As he approached the thick wooden doors leading to head coach George O'Leary's office, Brandon Alexander wasn't sure what to expect. UCF had just wrapped a disappointing 2011 campaign, and Alexander had never been in his head coach's office.
It was Jan. 3, 2012, and Alexander was back on campus for the spring semester. After a season of blood, sweat and hours of film study, Alexander was being rewarded for his work.
"He told me to call my mom, and I called her and she was crying on the phone," Alexander said. "It was just a wonderful feeling and I'll never forget that day — Jan. 3."
Alexander had just been put on scholarship, and his life changed forever.
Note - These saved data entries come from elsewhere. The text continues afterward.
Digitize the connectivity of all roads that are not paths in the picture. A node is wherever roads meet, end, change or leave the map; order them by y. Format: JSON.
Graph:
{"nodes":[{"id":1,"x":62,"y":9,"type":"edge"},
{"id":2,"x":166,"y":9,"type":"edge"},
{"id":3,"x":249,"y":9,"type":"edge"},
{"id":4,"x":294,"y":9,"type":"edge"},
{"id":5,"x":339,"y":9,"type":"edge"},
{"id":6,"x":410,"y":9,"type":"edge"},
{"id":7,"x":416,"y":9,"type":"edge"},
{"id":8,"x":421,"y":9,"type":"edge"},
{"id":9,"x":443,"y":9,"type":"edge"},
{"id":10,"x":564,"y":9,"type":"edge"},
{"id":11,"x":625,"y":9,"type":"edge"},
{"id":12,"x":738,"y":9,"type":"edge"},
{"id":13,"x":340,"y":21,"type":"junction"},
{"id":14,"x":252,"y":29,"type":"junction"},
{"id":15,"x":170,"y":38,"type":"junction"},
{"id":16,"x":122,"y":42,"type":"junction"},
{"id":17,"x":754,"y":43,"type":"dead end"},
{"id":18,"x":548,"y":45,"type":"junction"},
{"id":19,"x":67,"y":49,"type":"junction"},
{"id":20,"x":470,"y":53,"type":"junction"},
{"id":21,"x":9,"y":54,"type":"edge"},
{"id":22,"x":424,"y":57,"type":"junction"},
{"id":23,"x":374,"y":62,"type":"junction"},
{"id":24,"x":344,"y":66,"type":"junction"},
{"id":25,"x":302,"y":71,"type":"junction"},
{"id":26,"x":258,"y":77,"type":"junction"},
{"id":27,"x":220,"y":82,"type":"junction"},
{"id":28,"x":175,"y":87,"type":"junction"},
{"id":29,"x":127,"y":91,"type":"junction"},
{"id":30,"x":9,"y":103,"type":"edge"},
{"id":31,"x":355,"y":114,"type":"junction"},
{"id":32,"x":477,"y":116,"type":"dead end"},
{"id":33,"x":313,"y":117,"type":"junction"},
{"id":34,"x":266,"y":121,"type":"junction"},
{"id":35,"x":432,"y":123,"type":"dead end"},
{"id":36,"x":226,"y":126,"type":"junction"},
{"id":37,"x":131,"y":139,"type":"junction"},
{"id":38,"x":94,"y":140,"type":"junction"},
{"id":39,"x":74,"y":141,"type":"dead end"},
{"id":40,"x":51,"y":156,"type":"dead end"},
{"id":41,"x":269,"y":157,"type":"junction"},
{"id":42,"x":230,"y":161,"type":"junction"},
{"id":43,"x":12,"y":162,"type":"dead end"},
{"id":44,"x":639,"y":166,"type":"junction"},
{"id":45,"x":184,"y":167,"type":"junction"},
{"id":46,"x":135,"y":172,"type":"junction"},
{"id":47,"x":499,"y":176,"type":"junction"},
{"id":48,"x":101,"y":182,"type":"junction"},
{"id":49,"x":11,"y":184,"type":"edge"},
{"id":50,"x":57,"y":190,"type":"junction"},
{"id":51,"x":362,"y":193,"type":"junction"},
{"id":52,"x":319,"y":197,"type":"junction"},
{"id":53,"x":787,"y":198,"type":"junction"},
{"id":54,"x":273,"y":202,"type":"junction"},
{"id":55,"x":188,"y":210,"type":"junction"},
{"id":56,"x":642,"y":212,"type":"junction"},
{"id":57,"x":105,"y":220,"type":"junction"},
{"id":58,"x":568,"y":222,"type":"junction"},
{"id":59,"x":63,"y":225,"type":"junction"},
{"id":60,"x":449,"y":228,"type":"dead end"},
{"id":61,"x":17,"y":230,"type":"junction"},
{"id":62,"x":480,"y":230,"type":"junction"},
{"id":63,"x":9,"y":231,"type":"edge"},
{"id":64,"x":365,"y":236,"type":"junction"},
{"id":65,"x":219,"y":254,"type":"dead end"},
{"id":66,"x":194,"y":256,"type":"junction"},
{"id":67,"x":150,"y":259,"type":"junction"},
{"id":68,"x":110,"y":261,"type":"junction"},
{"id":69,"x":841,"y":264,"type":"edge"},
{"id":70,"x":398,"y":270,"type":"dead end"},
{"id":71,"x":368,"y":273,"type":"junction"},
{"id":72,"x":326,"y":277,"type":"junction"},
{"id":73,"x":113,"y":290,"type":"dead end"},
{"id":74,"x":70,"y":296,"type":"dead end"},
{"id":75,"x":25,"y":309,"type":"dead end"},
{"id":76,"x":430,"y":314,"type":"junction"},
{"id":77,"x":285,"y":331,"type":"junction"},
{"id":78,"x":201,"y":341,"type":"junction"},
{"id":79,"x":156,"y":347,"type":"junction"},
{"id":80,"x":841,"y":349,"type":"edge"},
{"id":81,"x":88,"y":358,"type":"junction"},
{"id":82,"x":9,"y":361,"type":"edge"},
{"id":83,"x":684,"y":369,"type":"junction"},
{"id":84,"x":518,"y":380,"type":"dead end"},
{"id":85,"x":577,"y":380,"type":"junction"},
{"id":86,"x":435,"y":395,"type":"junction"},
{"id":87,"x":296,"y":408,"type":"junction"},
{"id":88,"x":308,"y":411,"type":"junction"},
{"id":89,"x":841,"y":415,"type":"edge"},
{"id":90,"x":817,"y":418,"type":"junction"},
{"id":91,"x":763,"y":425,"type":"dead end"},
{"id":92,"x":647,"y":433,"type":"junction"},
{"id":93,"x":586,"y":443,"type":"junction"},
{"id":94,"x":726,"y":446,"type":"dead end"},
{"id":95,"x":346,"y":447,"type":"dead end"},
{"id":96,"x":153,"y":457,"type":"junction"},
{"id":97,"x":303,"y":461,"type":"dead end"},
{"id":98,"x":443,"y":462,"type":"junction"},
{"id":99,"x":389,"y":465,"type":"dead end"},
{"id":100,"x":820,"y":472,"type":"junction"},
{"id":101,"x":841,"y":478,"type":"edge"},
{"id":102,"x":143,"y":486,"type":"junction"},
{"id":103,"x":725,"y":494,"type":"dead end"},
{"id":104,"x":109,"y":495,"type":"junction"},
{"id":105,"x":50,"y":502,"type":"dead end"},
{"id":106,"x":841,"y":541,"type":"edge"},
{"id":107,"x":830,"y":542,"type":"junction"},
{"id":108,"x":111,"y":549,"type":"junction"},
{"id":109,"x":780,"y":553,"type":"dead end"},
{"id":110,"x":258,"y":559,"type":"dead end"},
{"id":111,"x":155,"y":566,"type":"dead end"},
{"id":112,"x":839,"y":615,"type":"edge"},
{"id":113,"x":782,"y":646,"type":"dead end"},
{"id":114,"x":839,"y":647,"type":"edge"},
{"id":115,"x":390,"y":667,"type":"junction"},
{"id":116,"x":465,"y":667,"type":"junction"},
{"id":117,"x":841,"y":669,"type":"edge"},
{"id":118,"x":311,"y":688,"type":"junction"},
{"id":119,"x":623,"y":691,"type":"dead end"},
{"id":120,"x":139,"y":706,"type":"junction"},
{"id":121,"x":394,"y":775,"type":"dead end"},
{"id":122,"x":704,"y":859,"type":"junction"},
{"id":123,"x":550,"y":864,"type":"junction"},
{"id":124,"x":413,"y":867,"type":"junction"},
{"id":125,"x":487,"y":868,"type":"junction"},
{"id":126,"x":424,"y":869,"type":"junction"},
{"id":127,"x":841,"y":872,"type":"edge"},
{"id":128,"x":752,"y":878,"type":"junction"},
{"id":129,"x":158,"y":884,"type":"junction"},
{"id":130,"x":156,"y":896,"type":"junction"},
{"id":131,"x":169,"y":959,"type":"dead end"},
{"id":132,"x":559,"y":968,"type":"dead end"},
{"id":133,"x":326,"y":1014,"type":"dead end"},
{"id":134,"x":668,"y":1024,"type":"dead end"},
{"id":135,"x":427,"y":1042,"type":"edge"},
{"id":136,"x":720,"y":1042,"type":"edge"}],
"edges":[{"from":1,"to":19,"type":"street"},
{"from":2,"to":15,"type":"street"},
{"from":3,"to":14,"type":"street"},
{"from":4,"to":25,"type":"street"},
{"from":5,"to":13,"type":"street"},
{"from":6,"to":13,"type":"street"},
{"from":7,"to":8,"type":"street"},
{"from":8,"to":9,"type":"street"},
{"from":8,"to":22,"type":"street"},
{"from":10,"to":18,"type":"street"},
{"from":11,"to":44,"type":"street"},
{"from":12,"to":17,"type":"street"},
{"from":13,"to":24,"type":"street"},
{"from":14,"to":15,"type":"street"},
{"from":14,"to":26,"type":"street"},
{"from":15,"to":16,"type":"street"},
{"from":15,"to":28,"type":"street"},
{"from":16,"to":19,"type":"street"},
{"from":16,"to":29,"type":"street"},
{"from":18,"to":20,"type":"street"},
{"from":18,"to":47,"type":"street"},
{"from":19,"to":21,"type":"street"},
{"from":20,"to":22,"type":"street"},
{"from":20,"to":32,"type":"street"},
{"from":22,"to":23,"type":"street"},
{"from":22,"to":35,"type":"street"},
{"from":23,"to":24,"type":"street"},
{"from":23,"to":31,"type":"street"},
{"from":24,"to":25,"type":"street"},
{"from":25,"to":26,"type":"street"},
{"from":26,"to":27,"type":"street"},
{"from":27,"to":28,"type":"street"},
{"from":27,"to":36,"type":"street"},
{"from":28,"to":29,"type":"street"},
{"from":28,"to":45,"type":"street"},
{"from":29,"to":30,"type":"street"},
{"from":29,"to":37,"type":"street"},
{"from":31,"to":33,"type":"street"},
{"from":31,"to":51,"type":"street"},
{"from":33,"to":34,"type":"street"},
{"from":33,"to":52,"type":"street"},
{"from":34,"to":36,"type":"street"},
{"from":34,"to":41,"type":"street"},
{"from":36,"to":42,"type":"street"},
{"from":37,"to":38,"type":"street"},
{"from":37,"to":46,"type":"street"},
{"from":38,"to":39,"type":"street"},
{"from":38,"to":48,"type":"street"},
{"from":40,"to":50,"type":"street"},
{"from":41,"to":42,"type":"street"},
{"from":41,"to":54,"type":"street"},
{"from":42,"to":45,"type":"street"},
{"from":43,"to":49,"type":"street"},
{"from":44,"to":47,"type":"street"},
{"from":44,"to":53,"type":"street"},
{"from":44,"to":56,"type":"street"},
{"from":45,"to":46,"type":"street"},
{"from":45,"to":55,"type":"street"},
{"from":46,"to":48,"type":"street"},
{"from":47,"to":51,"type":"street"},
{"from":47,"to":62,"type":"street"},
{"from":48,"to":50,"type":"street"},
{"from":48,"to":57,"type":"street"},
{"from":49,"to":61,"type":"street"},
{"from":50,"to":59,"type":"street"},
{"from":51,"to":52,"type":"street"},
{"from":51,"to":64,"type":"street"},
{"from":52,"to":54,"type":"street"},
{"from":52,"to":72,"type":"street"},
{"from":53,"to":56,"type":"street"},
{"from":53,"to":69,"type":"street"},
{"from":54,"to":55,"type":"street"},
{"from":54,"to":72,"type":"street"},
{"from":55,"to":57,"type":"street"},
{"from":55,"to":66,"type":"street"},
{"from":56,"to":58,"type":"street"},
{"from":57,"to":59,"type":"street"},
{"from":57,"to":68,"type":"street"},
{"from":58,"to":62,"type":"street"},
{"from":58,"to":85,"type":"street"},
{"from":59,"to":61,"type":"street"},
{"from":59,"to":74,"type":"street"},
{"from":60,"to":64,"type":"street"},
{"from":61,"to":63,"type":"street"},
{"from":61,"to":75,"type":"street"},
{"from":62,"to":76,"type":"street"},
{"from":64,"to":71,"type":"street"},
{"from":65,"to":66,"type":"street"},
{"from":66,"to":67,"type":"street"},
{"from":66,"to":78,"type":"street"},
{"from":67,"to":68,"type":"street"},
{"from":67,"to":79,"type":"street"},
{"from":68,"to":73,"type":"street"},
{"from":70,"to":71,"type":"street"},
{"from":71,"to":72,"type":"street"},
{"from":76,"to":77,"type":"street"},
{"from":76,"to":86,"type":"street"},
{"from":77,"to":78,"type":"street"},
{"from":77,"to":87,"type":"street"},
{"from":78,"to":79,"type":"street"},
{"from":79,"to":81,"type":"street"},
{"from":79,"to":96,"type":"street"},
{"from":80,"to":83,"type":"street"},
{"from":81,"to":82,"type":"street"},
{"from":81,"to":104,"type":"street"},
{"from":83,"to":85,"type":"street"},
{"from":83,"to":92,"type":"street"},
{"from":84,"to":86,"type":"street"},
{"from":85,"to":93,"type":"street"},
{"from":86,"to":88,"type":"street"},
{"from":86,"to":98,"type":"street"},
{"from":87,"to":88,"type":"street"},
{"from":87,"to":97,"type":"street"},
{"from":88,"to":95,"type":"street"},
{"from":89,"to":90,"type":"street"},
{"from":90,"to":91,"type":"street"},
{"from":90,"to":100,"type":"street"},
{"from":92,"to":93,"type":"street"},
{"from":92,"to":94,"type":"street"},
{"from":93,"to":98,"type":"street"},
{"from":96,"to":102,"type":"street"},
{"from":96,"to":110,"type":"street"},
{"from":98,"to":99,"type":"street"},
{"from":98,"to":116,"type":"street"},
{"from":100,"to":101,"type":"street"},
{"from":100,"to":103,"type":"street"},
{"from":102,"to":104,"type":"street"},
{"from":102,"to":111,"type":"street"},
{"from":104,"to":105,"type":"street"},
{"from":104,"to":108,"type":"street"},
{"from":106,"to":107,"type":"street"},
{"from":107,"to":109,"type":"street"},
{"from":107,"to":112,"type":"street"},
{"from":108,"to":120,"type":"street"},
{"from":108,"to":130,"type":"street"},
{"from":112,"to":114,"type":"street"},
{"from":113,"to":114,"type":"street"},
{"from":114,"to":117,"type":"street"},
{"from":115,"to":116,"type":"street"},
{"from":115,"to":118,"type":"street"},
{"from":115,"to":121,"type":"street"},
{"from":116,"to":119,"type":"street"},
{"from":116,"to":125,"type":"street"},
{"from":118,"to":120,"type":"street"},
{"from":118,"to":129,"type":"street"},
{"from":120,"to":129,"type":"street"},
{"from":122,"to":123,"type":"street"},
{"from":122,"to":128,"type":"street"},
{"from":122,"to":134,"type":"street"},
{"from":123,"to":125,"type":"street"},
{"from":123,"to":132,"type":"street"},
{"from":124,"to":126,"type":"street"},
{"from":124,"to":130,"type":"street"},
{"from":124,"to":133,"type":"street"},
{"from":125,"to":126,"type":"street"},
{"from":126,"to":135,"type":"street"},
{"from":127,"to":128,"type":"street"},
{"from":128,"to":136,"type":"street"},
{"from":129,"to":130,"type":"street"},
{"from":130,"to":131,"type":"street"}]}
"When I first came here I saw the coaching staff and they were really generous. The first player I saw when I was here was Sean Beckton," Alexander said. "He was a walk-on also, and he told me it didn't matter if I was a scholarship player or a walk-on — everybody is a brother around here. That really stuck with me."
Alexander's story is not unique to the UCF program. Thirty-four of the 105 players on the UCF roster are currently walk-ons, and 10 current players were once walk-ons and now are on scholarship. Familiar faces such as J.J. Worton, Shawn Moffitt and Beckton are among the players who have received scholarships since coming to UCF.
UCF holds an annual walk-on tryout that is open to any enrolled student. For those who dream of playing under the lights, like UCF will Friday at 8 p.m. against Tulsa, the tryout is a chance to prove to the staff that they belong on the team's roster. Of the 77 players that showed up to the initial walk-on meeting, five remain on the team.
Meanwhile, as Worton continues to write his name into the UCF record books, he doesn't forget his humble beginnings without a scholarship — albeit a short time.
Video: J.J. Worton plays "Tell the People", dishes on the team's most romantic player, something we don't know about him and more. Jazmyne Hankerson, Central Florida Future
"You definitely play with a chip on your shoulder," Worton said. "That feeling you get when you do get put on is an unbelievable feeling. You call your parents and you tell them. It's something you dream of, being able to come to school for free and play the game that you love — luckily I got through the summer and I did well enough where I got put on right away."
In his first career game, Worton caught three passes against Charleston Southern and as a freshman he led the team in receiving yards.
O'Leary has seen success throughout his 11-season tenure in finding unheralded high school players and helping them reach their potential. With the contributions that Alexander and Worton have provided over the years in mind, the ability to find the diamond in the rough has been crucial to the rise of the UCF program.
"They're not far from being scholarship guys," O'Leary said.
"They're probably a smile away from getting a scholarship while they were getting recruited."
O'Leary has every practice filmed from multiple angles, and spends hours locked away in his office weekly reviewing the practice tape. That's how he discovered Alexander, and many other players who have found their way onto the game field.
"I base it on the show field," O'Leary said. "I'm happy to reward them because I think it keeps great morale on the show field, too."
What may have been a detriment to Alexander in his recruitment was that he was used as a defensive end at Evans. Upon arriving at UCF he was switched to cornerback, and later to safety. To date, Alexander is third on the defense in tackles, has two interceptions and a game-saving forced fumble against Houston.
Worton, who received zero stars from Rivals.com, only had three offers when he decided to take his talents north from Miami to UCF. Worton, who is currently the team's leading receiver, was told by the coaching staff that he would be given a scholarship as soon as one became available. After his first summer in Orlando, he was rewarded with a scholarship.
But his biggest accomplishment, in his eyes at least, was graduating without using any of the Florida Prepaid college plan his grandfather set up for him soon after his birth.
"I told him that I was going to give it back to him because I am never going to use it," Worton said. "I graduated without using any of his credits and so when I leave here, I'll get that check and it will be the first thing I do is give it back to him.
"He's raised a grandson that can fend for himself. He probably won't accept it, but he's probably my biggest fan."
Worton knew what he was getting himself into when he came to Orlando. His oldest brother, Cody, was once a walk-on at the Florida, and due to injuries was never put on scholarship.
Regardless of what the front-page stories and National Signing Day television specials may say, Alexander's message to walk-ons is simple.
"I always tell the walk-ons that you can actually earn a scholarship and you can actually do what I did," Alexander said. "I wasn't the fastest guy, the strongest guy, not the tallest or biggest, but I worked really hard."
And one day, they too may get the call to the coach's office.